Help optimizing this query with multiple where exists

Question 1

In the application I'm building, the user is able to define 'types' where each 'type' has a set of 'attributes'.

The user is able to create instances of products by defining a value for each attribute the product's type has.

A pic of the schema: A pic of the schema

I'm creating the query where the user specifies the attributes values and the product type and with that I should return all the product id's that meets the query.

The problem I see in my query is that I'm performing a whole select * from attributes_products ... for each attribute that the product's type has.

Is there a way to optimize this? If I create an index in the column attributes_products.product_id would this query be actually optimal?
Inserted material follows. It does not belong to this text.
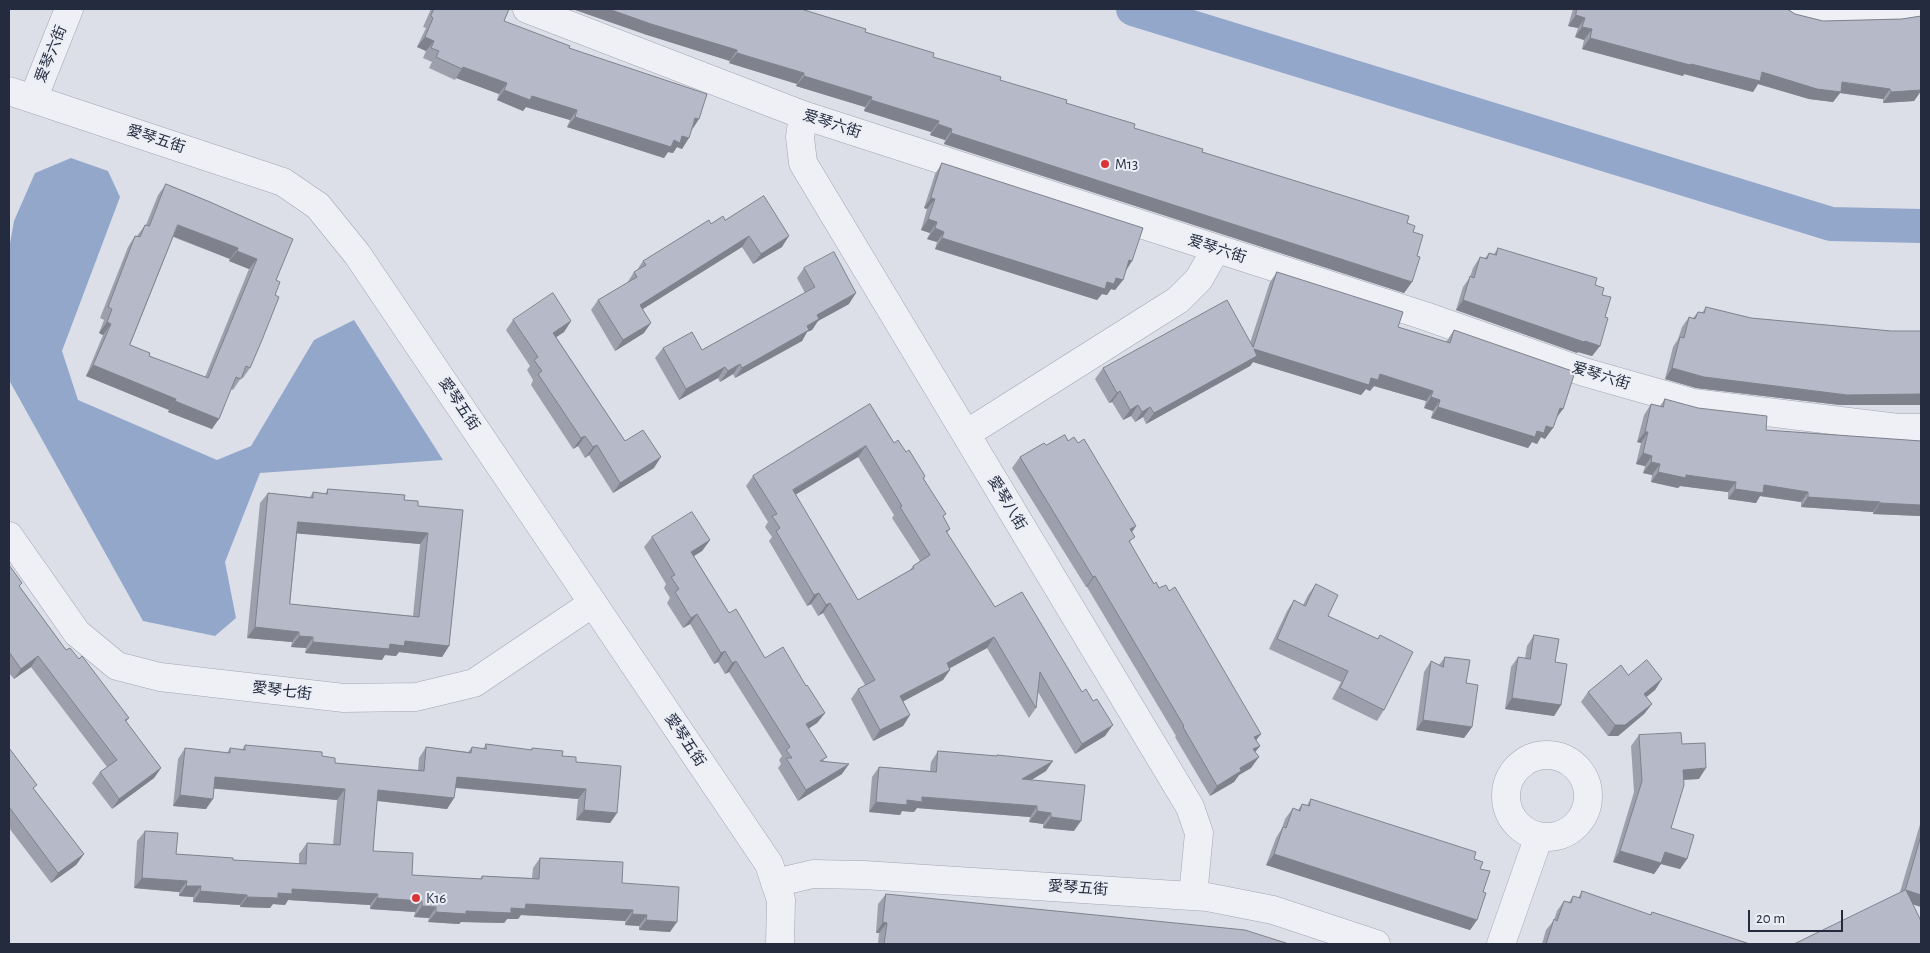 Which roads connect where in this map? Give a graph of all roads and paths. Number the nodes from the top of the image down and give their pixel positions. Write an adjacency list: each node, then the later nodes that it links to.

Example of a query where I'm looking for a product whose type has 3 attributes:

select p.id
from Products as p
where 
exists(
 select * from attributes_products
 where
 product_id = p.id AND
 attribute_id = 27 AND
 value = 'some_value'
) AND
exists(
 select * from attributes_products
 where
 product_id = p.id AND
 attribute_id = 28 AND
 value = 'other_value'
) AND
exists(
 select * from attributes_products
 where
 product_id = p.id AND
 attribute_id = 29 AND
 value = 'oother_value'
)

Many thanks.

Conclusions

So, Gareth Rees (selected answer) proposed another solution which involves multiple Joins. Here is the explanation of its query (done by PGAdmin): Selected answer query explanation

This is the explanation of the original query: Original query

I believe that the selected answer is slightly faster, but consumes a lot more memory (because of the triple join). I believe that my original query is slightly slower (very slightly, since there's an index on the attributes_products table) but a lot more efficient in memory.

Question 2

what Database Engine are you using?

Question 3

@Malachi, I'm using PostgreSQL as database manager/engine

Question 4

SQL allows you to join the same table multiple times, so what you need here is:

SELECT p.id FROM products AS p
JOIN attributes_products AS ap1
 ON ap1.product_id = p.id AND ap1.attribute_id = 27 AND ap1.value = '...'
JOIN attributes_products AS ap2
 ON ap2.product_id = p.id AND ap2.attribute_id = 28 AND ap2.value = '...'
JOIN attributes_products AS ap3
 ON ap3.product_id = p.id AND ap3.attribute_id = 29 AND ap3.value = '...'

Here's the toy MySQL database that I'm using to answer this question:

CREATE TABLE products (
 id INTEGER PRIMARY KEY AUTO_INCREMENT
);
CREATE TABLE attributes_products (
 product_id INTEGER NOT NULL,
 attribute_id INTEGER NOT NULL,
 value CHAR(40)
);
CREATE INDEX ap_product ON attributes_products (product_id);
CREATE INDEX ap_attribute ON attributes_products (attribute_id);
INSERT INTO products VALUES (1);
INSERT INTO products VALUES (2);
INSERT INTO attributes_products VALUES (1, 27, 'a');
INSERT INTO attributes_products VALUES (1, 28, 'b');
INSERT INTO attributes_products VALUES (1, 29, 'c');

With my query above, MySQL reports the following query plan:

+----+-------------+-------+--------+-------------------------+--------------+---------+---------------------+------+--------------------------+
| id | select_type | table | type | possible_keys | key | key_len | ref | rows | Extra |
+----+-------------+-------+--------+-------------------------+--------------+---------+---------------------+------+--------------------------+
| 1 | SIMPLE | ap1 | ref | ap_product,ap_attribute | ap_attribute | 4 | const | 1 | Using where |
| 1 | SIMPLE | ap2 | ref | ap_product,ap_attribute | ap_attribute | 4 | const | 1 | Using where |
| 1 | SIMPLE | ap3 | ref | ap_product,ap_attribute | ap_attribute | 4 | const | 1 | Using where |
| 1 | SIMPLE | p | eq_ref | PRIMARY | PRIMARY | 4 | temp.ap3.product_id | 1 | Using where; Using index |
+----+-------------+-------+--------+-------------------------+--------------+---------+---------------------+------+--------------------------+

See the MySQL documentation for an explanation of the EXPLAIN output.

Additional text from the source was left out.